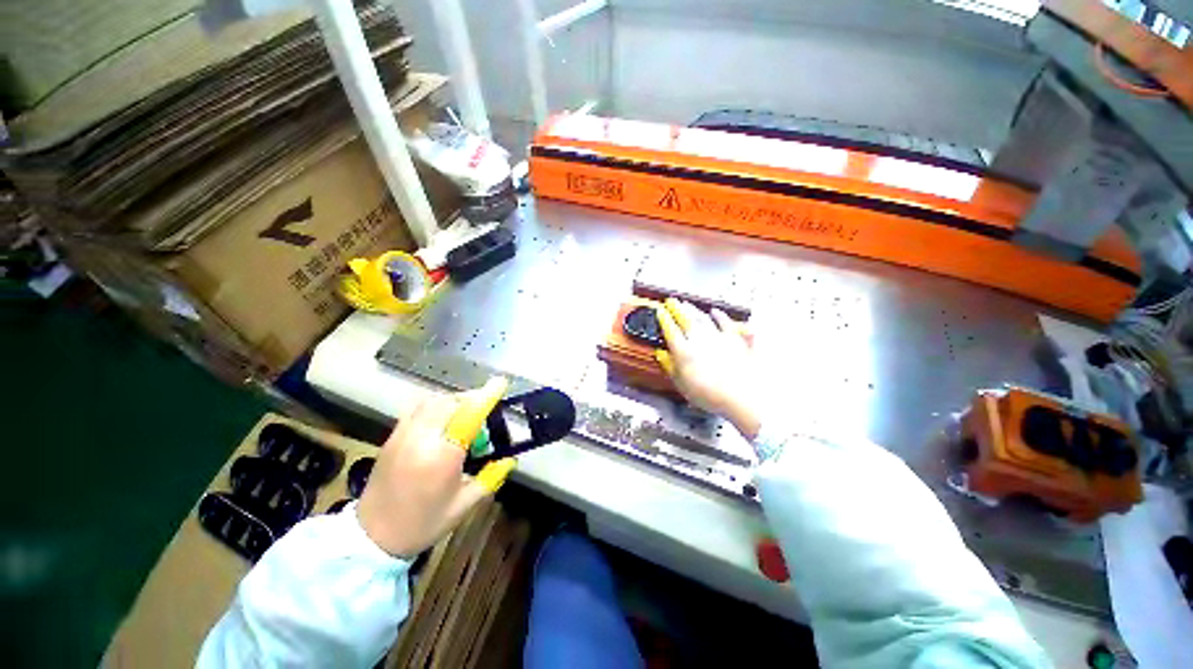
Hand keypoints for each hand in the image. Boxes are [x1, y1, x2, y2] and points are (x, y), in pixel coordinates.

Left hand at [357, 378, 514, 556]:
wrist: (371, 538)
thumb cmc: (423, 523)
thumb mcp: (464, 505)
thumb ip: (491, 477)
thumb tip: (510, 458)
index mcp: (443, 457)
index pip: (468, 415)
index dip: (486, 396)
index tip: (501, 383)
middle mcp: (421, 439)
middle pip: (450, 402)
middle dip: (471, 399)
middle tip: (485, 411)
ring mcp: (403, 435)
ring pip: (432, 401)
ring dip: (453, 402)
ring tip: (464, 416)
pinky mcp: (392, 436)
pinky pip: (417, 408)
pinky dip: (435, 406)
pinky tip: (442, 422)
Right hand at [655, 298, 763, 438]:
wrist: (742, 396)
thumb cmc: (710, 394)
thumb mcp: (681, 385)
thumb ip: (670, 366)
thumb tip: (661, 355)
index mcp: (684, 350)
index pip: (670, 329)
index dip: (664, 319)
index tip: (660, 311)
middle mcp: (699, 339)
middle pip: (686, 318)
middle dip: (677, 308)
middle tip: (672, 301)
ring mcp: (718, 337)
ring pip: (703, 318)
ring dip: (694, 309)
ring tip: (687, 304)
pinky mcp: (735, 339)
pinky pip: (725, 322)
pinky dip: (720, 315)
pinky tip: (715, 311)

------------------------------------------------------------

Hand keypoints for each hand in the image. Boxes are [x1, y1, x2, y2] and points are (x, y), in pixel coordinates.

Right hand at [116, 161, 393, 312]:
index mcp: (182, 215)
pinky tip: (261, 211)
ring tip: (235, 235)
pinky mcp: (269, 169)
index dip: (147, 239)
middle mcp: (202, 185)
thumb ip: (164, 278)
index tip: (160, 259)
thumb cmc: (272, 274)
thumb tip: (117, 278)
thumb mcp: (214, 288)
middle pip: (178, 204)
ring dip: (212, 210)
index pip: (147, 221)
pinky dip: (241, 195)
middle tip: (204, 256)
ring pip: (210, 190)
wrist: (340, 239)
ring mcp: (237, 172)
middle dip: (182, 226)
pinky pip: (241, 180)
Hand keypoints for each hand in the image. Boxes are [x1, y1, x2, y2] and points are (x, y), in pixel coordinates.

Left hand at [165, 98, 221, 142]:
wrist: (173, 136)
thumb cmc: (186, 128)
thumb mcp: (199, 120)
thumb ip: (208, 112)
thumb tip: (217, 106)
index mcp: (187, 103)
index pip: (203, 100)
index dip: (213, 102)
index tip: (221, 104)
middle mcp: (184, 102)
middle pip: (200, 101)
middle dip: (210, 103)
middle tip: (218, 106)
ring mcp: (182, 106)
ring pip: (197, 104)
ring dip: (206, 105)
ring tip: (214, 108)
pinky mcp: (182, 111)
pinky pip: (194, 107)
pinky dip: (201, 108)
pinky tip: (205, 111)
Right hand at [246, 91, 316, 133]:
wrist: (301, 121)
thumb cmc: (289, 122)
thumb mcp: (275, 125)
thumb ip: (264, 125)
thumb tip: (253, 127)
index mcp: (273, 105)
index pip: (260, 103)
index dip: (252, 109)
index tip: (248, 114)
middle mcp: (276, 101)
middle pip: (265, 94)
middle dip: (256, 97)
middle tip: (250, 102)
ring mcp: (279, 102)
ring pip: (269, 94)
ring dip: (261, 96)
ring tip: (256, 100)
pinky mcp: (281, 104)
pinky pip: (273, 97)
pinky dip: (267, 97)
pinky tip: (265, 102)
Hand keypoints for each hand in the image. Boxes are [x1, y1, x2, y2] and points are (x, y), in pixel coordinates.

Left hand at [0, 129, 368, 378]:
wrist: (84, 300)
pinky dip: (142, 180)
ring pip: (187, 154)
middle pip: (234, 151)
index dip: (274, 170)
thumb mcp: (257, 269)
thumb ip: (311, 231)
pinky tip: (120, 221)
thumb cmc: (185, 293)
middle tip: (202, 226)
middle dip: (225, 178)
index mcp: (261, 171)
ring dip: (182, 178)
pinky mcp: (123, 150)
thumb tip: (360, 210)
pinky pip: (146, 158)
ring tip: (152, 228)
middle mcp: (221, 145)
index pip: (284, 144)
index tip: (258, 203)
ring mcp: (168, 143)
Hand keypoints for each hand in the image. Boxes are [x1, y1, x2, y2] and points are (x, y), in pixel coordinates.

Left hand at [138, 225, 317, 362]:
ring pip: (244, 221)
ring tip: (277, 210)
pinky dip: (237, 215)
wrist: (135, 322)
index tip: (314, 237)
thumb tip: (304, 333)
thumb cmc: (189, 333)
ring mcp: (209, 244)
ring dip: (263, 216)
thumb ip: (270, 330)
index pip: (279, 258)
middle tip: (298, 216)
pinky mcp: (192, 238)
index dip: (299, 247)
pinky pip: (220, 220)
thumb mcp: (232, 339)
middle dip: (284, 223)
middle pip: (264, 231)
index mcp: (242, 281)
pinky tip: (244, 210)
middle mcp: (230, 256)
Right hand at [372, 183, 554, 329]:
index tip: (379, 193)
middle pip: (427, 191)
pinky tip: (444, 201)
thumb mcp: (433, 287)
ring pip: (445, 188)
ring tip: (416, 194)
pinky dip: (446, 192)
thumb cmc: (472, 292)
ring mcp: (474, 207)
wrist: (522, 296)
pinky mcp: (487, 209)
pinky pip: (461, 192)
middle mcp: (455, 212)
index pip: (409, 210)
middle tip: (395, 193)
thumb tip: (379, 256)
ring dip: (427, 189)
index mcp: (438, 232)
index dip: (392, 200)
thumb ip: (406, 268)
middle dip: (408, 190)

------------------------------------------------------------

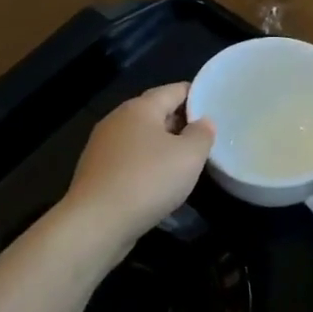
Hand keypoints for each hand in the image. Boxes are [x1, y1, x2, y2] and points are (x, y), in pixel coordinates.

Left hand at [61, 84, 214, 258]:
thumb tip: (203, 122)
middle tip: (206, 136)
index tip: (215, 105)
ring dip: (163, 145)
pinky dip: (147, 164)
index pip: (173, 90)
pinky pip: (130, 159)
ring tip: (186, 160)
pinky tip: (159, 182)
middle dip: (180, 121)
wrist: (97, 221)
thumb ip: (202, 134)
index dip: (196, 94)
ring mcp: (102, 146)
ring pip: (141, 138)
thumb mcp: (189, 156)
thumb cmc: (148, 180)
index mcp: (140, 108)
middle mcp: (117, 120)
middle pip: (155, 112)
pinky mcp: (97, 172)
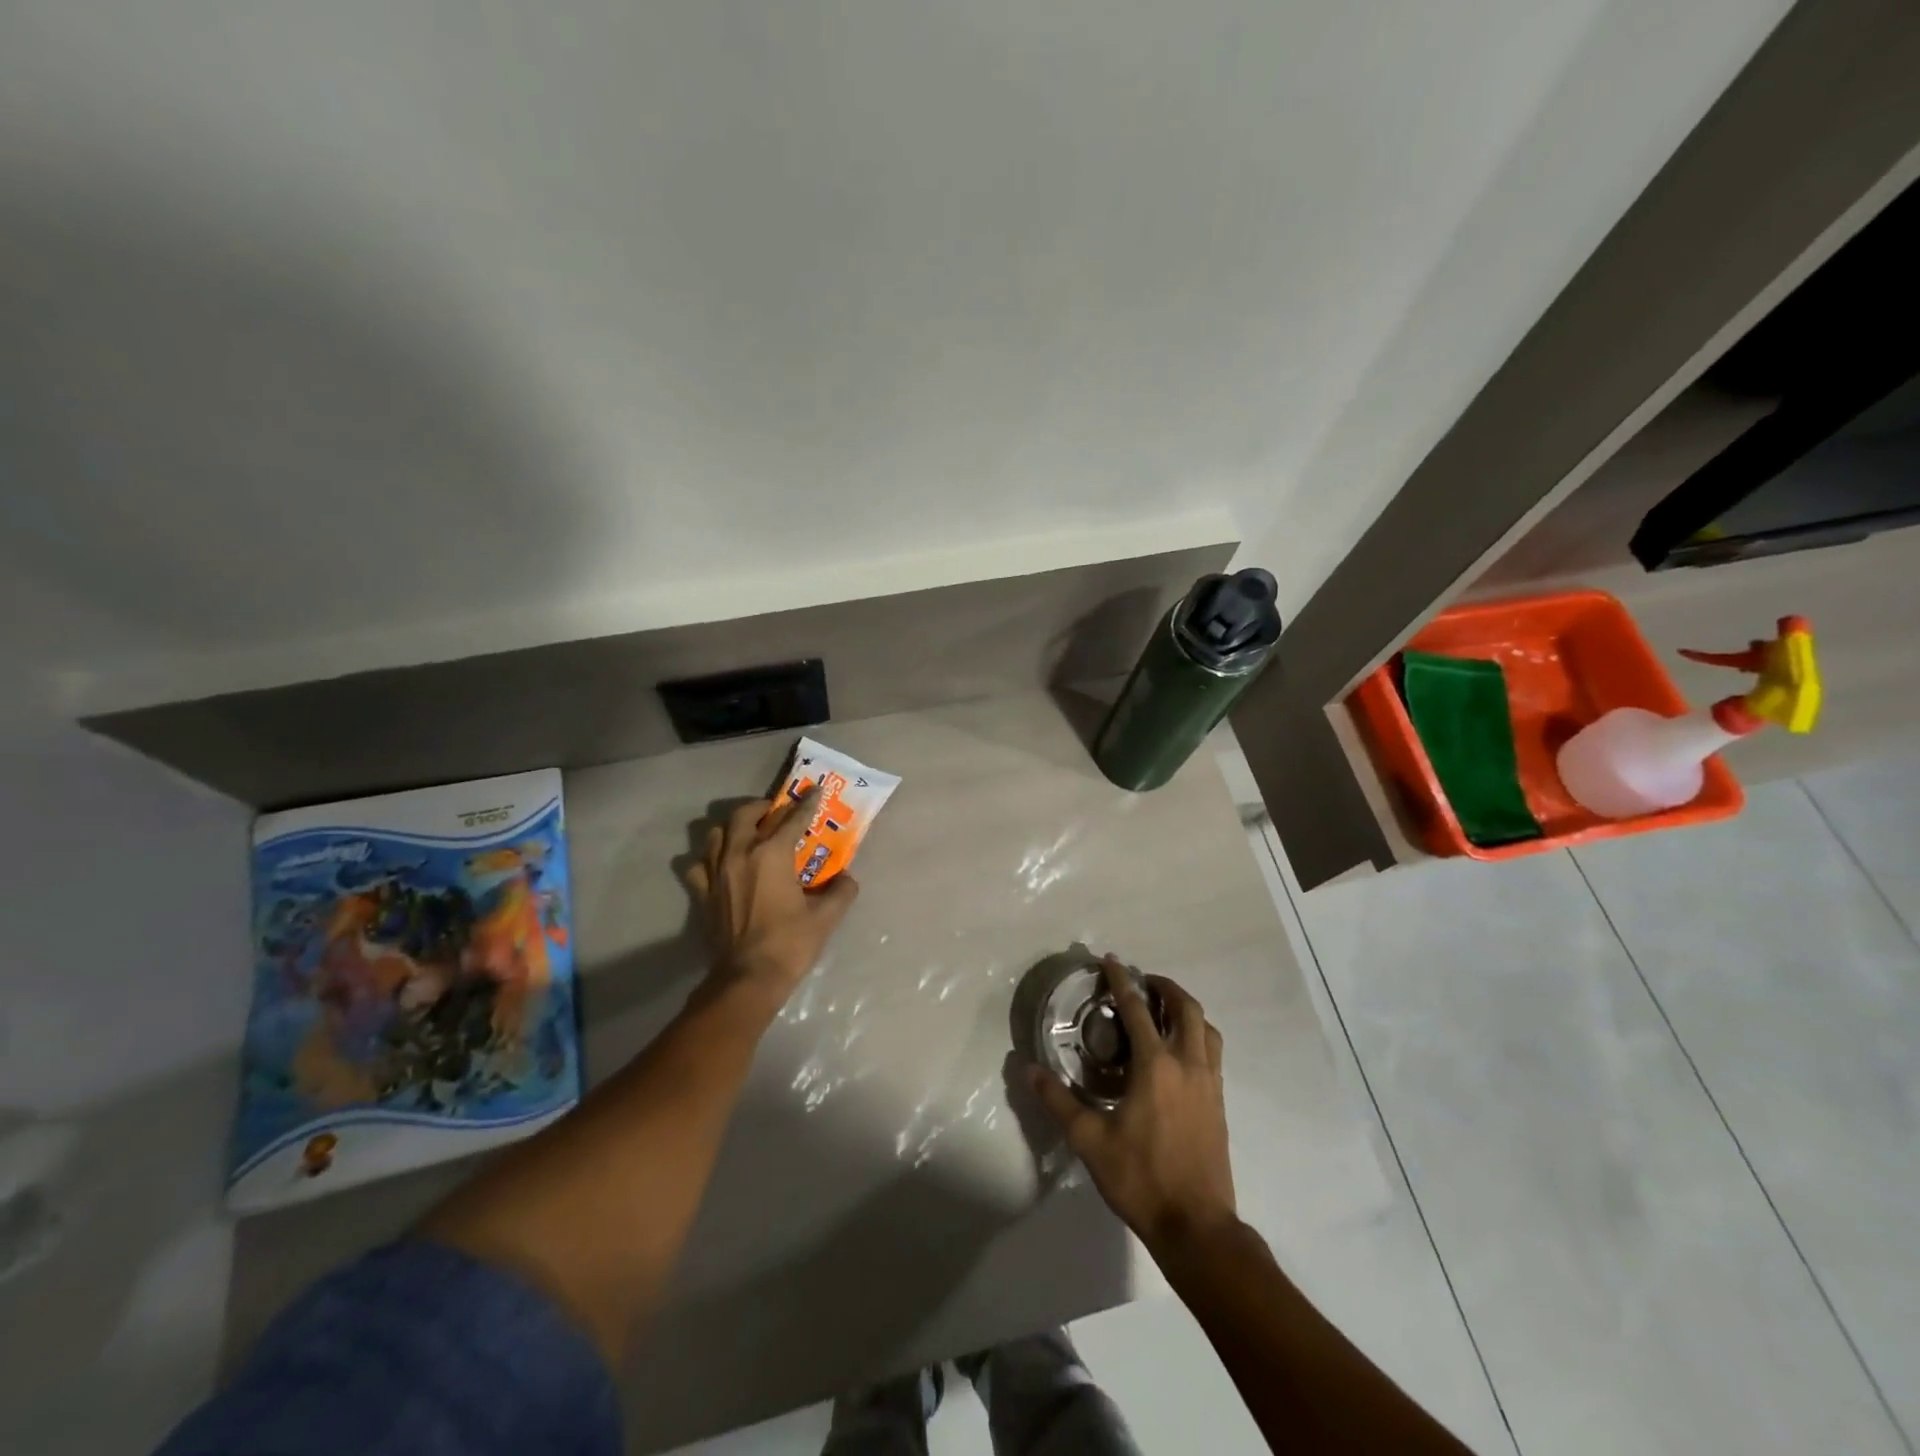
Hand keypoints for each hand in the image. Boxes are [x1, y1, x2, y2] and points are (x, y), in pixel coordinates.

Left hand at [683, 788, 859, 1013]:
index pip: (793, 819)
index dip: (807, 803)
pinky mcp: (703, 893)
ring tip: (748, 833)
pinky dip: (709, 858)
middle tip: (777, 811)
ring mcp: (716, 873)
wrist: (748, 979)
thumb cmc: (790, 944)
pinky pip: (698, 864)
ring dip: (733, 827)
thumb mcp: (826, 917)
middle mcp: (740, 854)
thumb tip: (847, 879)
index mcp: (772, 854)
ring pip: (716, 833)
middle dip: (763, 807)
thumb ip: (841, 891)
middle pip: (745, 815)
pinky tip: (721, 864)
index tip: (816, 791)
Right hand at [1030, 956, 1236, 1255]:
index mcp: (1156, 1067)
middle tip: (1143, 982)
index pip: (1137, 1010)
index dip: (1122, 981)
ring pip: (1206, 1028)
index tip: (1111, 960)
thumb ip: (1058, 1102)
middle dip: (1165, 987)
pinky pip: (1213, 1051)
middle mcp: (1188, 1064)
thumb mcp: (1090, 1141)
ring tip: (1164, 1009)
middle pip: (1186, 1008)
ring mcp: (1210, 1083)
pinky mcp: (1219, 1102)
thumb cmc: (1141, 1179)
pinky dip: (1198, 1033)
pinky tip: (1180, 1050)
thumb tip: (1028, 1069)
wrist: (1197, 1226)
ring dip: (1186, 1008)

------------------------------------------------------------

All that belongs in your answer is the stretch of entries above from the line with "middle pip: (234, 151)" through the line with "ring mcp: (168, 143)", printed exactly.

> [Expected answer]
middle pip: (234, 151)
index dip: (274, 170)
thumb mcp: (257, 269)
thumb ip: (311, 231)
pinky tip: (120, 221)
thumb cmc: (185, 293)
middle tip: (202, 226)
middle dip: (225, 178)
index mcp: (261, 171)
ring dip: (182, 178)
pinky mcp: (123, 150)
thumb tip: (360, 210)
pinky pip: (146, 158)
ring tip: (152, 228)
middle mcp: (221, 145)
index pip: (284, 144)
index tip: (258, 203)
ring mcp: (168, 143)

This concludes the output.